## What to work on
Quote every line below exactly as it reads.

## Available data
****
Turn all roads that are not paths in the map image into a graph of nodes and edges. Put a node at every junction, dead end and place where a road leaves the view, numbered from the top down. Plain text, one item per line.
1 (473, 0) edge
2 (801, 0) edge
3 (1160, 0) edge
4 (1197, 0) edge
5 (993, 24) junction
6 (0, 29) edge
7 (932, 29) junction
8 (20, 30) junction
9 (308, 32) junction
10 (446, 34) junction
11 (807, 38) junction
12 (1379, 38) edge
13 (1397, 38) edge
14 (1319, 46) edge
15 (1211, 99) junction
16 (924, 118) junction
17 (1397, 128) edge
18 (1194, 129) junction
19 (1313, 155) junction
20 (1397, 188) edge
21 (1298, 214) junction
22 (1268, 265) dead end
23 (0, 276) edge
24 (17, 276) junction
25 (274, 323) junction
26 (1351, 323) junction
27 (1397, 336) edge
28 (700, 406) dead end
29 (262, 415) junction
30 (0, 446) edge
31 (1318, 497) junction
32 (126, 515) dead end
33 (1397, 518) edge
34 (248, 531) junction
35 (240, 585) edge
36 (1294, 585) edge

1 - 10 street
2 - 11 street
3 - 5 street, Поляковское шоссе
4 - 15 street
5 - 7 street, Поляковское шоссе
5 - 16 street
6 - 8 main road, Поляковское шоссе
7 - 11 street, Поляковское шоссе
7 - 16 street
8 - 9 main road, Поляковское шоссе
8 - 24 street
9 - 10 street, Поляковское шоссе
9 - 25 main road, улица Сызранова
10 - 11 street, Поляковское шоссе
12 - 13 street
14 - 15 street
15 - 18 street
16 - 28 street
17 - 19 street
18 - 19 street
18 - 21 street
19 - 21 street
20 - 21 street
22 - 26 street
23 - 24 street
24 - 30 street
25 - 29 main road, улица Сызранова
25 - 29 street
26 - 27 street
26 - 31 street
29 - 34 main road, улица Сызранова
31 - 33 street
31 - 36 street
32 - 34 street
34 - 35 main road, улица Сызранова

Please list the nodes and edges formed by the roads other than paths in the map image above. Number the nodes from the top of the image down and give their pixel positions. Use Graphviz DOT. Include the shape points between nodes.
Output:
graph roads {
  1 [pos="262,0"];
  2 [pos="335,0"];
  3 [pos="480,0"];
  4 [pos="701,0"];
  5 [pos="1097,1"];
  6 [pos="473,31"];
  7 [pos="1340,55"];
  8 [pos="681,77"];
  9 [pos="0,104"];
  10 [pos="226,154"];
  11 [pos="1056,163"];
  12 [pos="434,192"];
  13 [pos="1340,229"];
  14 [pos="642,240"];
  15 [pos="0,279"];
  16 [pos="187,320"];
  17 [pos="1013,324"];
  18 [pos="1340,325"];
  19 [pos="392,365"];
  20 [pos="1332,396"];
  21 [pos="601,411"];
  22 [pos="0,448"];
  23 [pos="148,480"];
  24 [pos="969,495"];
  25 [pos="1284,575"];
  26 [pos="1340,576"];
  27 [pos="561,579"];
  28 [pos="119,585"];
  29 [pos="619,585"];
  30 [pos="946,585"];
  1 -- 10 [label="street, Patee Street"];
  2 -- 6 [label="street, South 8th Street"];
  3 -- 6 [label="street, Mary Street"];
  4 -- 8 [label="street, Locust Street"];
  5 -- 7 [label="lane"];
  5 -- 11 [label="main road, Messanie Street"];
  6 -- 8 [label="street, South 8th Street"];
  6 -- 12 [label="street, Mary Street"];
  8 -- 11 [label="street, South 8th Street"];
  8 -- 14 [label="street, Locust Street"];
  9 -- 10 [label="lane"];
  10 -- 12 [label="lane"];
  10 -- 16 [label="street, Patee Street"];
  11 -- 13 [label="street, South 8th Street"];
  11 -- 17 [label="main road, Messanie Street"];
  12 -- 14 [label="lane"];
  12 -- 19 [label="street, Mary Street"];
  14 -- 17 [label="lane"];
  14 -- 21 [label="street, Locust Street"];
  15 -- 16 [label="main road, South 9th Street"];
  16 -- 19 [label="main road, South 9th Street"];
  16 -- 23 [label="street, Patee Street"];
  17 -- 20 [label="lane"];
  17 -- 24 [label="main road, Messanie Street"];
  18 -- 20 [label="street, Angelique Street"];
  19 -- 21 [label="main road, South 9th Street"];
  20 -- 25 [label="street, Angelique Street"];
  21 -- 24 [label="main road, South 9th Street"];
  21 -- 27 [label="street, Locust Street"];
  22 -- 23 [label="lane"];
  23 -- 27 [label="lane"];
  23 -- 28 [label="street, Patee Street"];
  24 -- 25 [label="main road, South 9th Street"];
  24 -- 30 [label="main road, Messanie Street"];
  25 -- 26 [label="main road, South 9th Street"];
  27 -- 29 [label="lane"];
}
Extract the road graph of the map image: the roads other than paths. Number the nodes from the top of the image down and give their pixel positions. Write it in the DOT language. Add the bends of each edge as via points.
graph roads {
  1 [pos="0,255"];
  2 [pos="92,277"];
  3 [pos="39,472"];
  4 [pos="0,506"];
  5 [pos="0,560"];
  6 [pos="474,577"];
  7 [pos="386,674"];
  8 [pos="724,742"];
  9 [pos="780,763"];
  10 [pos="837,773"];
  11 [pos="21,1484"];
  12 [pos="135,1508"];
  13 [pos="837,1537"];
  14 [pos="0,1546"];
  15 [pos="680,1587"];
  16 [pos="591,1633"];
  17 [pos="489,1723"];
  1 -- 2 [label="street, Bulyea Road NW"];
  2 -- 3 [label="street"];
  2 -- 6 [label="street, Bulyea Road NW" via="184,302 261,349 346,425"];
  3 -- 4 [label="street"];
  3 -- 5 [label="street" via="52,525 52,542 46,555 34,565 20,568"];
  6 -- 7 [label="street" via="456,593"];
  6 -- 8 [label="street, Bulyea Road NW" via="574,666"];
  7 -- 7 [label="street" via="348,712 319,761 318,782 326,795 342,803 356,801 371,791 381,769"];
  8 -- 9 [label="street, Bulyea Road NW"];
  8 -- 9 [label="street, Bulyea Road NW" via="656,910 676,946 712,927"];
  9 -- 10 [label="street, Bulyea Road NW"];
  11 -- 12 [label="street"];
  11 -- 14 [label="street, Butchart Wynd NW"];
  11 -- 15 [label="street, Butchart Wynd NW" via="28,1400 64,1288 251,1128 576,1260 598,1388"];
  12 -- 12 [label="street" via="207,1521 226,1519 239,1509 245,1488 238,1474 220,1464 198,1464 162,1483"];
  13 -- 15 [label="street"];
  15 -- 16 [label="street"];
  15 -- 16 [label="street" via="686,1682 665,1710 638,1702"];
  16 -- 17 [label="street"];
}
****
## Answer for the task
Turn all roads that are not paths in the map image into a graph of nodes and edges. Put a node at every junction, dead end and place where a road leaves the view, numbered from the top down. Plain text, one item per line.
1 (473, 0) edge
2 (801, 0) edge
3 (1160, 0) edge
4 (1197, 0) edge
5 (993, 24) junction
6 (0, 29) edge
7 (932, 29) junction
8 (20, 30) junction
9 (308, 32) junction
10 (446, 34) junction
11 (807, 38) junction
12 (1379, 38) edge
13 (1397, 38) edge
14 (1319, 46) edge
15 (1211, 99) junction
16 (924, 118) junction
17 (1397, 128) edge
18 (1194, 129) junction
19 (1313, 155) junction
20 (1397, 188) edge
21 (1298, 214) junction
22 (1268, 265) dead end
23 (0, 276) edge
24 (17, 276) junction
25 (274, 323) junction
26 (1351, 323) junction
27 (1397, 336) edge
28 (700, 406) dead end
29 (262, 415) junction
30 (0, 446) edge
31 (1318, 497) junction
32 (126, 515) dead end
33 (1397, 518) edge
34 (248, 531) junction
35 (240, 585) edge
36 (1294, 585) edge

1 - 10 street
2 - 11 street
3 - 5 street, Поляковское шоссе
4 - 15 street
5 - 7 street, Поляковское шоссе
5 - 16 street
6 - 8 main road, Поляковское шоссе
7 - 11 street, Поляковское шоссе
7 - 16 street
8 - 9 main road, Поляковское шоссе
8 - 24 street
9 - 10 street, Поляковское шоссе
9 - 25 main road, улица Сызранова
10 - 11 street, Поляковское шоссе
12 - 13 street
14 - 15 street
15 - 18 street
16 - 28 street
17 - 19 street
18 - 19 street
18 - 21 street
19 - 21 street
20 - 21 street
22 - 26 street
23 - 24 street
24 - 30 street
25 - 29 main road, улица Сызранова
25 - 29 street
26 - 27 street
26 - 31 street
29 - 34 main road, улица Сызранова
31 - 33 street
31 - 36 street
32 - 34 street
34 - 35 main road, улица Сызранова

Please list the nodes and edges formed by the roads other than paths in the map image above. Number the nodes from the top of the image down and give their pixel positions. Use Graphviz DOT. Include the shape points between nodes.
Output:
graph roads {
  1 [pos="262,0"];
  2 [pos="335,0"];
  3 [pos="480,0"];
  4 [pos="701,0"];
  5 [pos="1097,1"];
  6 [pos="473,31"];
  7 [pos="1340,55"];
  8 [pos="681,77"];
  9 [pos="0,104"];
  10 [pos="226,154"];
  11 [pos="1056,163"];
  12 [pos="434,192"];
  13 [pos="1340,229"];
  14 [pos="642,240"];
  15 [pos="0,279"];
  16 [pos="187,320"];
  17 [pos="1013,324"];
  18 [pos="1340,325"];
  19 [pos="392,365"];
  20 [pos="1332,396"];
  21 [pos="601,411"];
  22 [pos="0,448"];
  23 [pos="148,480"];
  24 [pos="969,495"];
  25 [pos="1284,575"];
  26 [pos="1340,576"];
  27 [pos="561,579"];
  28 [pos="119,585"];
  29 [pos="619,585"];
  30 [pos="946,585"];
  1 -- 10 [label="street, Patee Street"];
  2 -- 6 [label="street, South 8th Street"];
  3 -- 6 [label="street, Mary Street"];
  4 -- 8 [label="street, Locust Street"];
  5 -- 7 [label="lane"];
  5 -- 11 [label="main road, Messanie Street"];
  6 -- 8 [label="street, South 8th Street"];
  6 -- 12 [label="street, Mary Street"];
  8 -- 11 [label="street, South 8th Street"];
  8 -- 14 [label="street, Locust Street"];
  9 -- 10 [label="lane"];
  10 -- 12 [label="lane"];
  10 -- 16 [label="street, Patee Street"];
  11 -- 13 [label="street, South 8th Street"];
  11 -- 17 [label="main road, Messanie Street"];
  12 -- 14 [label="lane"];
  12 -- 19 [label="street, Mary Street"];
  14 -- 17 [label="lane"];
  14 -- 21 [label="street, Locust Street"];
  15 -- 16 [label="main road, South 9th Street"];
  16 -- 19 [label="main road, South 9th Street"];
  16 -- 23 [label="street, Patee Street"];
  17 -- 20 [label="lane"];
  17 -- 24 [label="main road, Messanie Street"];
  18 -- 20 [label="street, Angelique Street"];
  19 -- 21 [label="main road, South 9th Street"];
  20 -- 25 [label="street, Angelique Street"];
  21 -- 24 [label="main road, South 9th Street"];
  21 -- 27 [label="street, Locust Street"];
  22 -- 23 [label="lane"];
  23 -- 27 [label="lane"];
  23 -- 28 [label="street, Patee Street"];
  24 -- 25 [label="main road, South 9th Street"];
  24 -- 30 [label="main road, Messanie Street"];
  25 -- 26 [label="main road, South 9th Street"];
  27 -- 29 [label="lane"];
}
Extract the road graph of the map image: the roads other than paths. Number the nodes from the top of the image down and give their pixel positions. Write it in the DOT language. Add the bends of each edge as via points.
graph roads {
  1 [pos="0,255"];
  2 [pos="92,277"];
  3 [pos="39,472"];
  4 [pos="0,506"];
  5 [pos="0,560"];
  6 [pos="474,577"];
  7 [pos="386,674"];
  8 [pos="724,742"];
  9 [pos="780,763"];
  10 [pos="837,773"];
  11 [pos="21,1484"];
  12 [pos="135,1508"];
  13 [pos="837,1537"];
  14 [pos="0,1546"];
  15 [pos="680,1587"];
  16 [pos="591,1633"];
  17 [pos="489,1723"];
  1 -- 2 [label="street, Bulyea Road NW"];
  2 -- 3 [label="street"];
  2 -- 6 [label="street, Bulyea Road NW" via="184,302 261,349 346,425"];
  3 -- 4 [label="street"];
  3 -- 5 [label="street" via="52,525 52,542 46,555 34,565 20,568"];
  6 -- 7 [label="street" via="456,593"];
  6 -- 8 [label="street, Bulyea Road NW" via="574,666"];
  7 -- 7 [label="street" via="348,712 319,761 318,782 326,795 342,803 356,801 371,791 381,769"];
  8 -- 9 [label="street, Bulyea Road NW"];
  8 -- 9 [label="street, Bulyea Road NW" via="656,910 676,946 712,927"];
  9 -- 10 [label="street, Bulyea Road NW"];
  11 -- 12 [label="street"];
  11 -- 14 [label="street, Butchart Wynd NW"];
  11 -- 15 [label="street, Butchart Wynd NW" via="28,1400 64,1288 251,1128 576,1260 598,1388"];
  12 -- 12 [label="street" via="207,1521 226,1519 239,1509 245,1488 238,1474 220,1464 198,1464 162,1483"];
  13 -- 15 [label="street"];
  15 -- 16 [label="street"];
  15 -- 16 [label="street" via="686,1682 665,1710 638,1702"];
  16 -- 17 [label="street"];
}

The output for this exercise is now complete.